**AIM OF THE EXERCISE:**
Find how many lines in the data below include the word "RODRÍGUEZ", then write only that number.

**RECORDS FOR THE EXERCISE:**
-*-*-
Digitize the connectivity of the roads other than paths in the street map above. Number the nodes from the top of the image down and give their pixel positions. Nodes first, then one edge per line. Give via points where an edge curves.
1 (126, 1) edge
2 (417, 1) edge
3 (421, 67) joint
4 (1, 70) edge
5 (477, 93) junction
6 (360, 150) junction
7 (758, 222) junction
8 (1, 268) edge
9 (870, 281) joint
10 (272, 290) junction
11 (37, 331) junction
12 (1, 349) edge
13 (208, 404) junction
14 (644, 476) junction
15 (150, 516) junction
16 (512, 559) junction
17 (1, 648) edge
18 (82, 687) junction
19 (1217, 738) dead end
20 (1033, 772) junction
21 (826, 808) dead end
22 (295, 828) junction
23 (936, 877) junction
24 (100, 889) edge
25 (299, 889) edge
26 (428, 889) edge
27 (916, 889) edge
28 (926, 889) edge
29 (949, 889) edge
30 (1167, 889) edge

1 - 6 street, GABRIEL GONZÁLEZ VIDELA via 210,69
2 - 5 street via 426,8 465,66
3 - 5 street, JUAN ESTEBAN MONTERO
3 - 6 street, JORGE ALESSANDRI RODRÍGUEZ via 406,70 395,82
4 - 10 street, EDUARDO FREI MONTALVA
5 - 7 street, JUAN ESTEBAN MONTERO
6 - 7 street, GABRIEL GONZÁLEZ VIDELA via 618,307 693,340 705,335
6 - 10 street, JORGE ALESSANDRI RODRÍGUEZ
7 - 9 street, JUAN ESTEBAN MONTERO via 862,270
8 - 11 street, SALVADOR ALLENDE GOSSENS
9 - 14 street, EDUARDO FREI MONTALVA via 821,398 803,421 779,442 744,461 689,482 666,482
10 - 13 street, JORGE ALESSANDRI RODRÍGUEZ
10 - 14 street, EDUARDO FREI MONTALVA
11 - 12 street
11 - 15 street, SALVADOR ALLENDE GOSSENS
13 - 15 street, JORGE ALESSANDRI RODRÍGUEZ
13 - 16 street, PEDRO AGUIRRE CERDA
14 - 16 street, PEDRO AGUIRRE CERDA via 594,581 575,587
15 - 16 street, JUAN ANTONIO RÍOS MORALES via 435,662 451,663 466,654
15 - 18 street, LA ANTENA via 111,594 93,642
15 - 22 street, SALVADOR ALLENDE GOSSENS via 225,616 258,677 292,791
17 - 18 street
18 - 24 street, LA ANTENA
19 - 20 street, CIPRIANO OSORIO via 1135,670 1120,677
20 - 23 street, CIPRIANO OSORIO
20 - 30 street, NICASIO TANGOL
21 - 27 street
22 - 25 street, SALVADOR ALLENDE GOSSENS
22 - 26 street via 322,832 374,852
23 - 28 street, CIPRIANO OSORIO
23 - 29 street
-*-*-
**REPLY TO THE TASK:**
4